**Problem to work on:**
Work out how many lines of the listing below hold the word "RONHOFER", and give that number only.
┌────────
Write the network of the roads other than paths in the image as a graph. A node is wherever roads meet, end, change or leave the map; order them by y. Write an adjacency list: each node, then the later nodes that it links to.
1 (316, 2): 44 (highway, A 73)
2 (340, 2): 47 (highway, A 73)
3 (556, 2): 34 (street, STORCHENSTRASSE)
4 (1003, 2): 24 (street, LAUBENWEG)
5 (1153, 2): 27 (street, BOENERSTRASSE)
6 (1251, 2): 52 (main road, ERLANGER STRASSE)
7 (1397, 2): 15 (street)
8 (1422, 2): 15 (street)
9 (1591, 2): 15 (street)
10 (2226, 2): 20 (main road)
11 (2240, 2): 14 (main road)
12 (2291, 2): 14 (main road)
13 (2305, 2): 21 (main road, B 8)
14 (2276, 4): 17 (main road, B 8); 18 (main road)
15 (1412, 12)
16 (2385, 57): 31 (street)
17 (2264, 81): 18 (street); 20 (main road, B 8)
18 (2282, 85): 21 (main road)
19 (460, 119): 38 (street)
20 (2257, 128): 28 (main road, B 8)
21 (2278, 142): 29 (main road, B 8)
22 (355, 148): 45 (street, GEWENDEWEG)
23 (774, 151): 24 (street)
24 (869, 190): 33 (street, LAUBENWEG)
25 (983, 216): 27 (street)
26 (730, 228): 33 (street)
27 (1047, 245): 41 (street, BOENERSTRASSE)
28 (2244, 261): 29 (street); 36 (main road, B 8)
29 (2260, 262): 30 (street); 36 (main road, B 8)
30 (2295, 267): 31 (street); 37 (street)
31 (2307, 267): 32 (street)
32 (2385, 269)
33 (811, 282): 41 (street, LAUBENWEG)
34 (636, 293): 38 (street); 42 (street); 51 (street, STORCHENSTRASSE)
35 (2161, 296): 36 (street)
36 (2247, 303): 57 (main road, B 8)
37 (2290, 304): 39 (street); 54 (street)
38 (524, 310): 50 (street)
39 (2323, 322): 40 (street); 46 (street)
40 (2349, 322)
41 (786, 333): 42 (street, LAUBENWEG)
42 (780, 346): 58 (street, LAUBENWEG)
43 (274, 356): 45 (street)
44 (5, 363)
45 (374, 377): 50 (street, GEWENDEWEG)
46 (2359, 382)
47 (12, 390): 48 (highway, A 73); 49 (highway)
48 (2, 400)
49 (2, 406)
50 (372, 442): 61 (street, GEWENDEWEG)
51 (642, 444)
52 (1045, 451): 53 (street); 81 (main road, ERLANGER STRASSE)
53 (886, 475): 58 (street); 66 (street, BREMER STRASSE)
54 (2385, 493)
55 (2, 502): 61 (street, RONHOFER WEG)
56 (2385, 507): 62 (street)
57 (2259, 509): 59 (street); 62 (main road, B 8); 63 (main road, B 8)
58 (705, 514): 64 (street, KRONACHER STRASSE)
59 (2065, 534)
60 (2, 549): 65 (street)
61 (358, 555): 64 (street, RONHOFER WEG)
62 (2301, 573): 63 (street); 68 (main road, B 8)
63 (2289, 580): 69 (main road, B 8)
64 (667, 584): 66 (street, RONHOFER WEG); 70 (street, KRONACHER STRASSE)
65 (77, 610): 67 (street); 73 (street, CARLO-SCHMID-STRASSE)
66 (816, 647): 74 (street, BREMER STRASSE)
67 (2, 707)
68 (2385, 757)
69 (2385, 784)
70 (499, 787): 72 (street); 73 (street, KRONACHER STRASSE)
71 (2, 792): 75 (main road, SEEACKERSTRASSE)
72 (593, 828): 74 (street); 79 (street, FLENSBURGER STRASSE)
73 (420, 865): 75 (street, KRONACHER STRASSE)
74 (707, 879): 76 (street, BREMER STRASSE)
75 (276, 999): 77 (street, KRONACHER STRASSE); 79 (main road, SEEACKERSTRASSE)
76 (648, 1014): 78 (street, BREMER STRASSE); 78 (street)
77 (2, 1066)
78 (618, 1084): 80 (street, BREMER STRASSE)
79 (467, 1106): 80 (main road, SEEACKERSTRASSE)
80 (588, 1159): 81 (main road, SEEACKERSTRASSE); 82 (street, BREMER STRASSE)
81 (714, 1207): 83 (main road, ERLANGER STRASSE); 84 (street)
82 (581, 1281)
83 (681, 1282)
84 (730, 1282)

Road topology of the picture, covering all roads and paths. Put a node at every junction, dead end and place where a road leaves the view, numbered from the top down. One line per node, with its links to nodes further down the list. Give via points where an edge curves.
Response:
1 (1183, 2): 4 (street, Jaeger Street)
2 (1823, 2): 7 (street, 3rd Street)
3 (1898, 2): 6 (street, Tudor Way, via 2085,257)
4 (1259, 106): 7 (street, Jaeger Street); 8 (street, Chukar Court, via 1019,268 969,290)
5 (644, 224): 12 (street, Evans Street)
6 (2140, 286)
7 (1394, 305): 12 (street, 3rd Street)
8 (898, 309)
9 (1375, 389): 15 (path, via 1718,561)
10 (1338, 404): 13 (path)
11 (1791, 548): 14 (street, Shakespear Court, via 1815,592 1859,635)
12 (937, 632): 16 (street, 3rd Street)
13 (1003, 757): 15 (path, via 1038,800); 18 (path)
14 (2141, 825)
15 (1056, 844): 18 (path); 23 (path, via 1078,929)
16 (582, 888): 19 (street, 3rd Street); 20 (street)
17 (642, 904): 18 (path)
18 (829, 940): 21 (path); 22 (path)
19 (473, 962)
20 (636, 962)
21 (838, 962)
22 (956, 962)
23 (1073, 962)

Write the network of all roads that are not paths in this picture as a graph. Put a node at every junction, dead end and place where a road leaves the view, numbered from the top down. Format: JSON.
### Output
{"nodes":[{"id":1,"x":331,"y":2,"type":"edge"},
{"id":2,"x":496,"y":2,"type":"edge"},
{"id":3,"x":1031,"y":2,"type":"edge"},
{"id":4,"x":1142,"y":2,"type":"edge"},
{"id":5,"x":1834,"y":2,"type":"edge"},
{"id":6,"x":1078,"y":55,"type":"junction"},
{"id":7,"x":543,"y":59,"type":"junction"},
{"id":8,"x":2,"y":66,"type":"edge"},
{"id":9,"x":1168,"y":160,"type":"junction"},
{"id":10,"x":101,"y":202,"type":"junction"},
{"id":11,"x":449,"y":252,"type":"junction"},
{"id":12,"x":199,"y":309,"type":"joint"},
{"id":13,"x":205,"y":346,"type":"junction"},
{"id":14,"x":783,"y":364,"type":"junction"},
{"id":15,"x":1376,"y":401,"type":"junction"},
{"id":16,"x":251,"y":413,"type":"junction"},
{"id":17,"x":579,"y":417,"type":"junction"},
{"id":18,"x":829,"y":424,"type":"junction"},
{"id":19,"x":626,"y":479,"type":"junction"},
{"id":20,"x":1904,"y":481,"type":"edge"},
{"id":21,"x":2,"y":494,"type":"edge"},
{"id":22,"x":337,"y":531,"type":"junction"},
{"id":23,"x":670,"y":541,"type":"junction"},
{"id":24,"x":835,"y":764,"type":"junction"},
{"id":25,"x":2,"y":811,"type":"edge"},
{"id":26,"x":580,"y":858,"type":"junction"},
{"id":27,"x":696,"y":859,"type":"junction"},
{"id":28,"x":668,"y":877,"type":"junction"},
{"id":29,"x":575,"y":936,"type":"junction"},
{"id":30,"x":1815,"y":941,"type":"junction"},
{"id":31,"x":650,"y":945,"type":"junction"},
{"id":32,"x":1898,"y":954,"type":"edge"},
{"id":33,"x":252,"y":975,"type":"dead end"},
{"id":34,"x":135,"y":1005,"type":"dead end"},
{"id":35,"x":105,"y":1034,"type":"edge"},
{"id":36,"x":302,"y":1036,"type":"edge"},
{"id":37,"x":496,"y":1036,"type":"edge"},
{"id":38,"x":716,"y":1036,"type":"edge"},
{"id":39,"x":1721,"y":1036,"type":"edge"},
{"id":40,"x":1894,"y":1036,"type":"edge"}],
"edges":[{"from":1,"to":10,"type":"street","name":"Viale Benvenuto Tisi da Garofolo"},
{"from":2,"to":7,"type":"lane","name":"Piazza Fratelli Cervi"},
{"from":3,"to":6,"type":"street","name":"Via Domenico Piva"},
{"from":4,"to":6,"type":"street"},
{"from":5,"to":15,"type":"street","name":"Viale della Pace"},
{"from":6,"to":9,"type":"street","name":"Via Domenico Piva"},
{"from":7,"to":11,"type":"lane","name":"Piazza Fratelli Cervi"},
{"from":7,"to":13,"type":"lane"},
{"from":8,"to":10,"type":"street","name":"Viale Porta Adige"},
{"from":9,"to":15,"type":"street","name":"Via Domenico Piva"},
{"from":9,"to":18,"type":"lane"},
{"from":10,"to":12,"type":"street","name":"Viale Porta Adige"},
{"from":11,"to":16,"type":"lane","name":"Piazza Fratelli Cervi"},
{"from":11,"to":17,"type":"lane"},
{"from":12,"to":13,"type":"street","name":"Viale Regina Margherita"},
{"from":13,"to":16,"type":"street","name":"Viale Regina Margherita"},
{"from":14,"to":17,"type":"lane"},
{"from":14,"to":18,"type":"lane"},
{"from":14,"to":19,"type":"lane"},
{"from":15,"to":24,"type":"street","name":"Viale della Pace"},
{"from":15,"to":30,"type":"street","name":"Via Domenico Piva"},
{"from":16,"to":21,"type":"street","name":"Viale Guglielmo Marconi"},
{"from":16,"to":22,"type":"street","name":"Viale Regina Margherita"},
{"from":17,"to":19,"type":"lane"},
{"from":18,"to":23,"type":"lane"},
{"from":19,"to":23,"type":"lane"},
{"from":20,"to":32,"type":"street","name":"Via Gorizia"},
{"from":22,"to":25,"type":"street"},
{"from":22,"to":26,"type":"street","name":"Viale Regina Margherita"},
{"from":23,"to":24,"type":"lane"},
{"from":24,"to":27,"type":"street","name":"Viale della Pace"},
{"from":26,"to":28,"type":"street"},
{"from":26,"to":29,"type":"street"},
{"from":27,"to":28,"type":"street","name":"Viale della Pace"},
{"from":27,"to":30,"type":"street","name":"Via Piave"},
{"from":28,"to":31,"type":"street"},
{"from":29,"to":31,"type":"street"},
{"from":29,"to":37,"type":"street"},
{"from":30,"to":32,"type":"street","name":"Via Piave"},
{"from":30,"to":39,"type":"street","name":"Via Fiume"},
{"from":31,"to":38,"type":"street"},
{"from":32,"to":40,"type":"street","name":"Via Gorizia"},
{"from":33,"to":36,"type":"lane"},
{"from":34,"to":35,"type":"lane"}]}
└────────
**Response below:**
3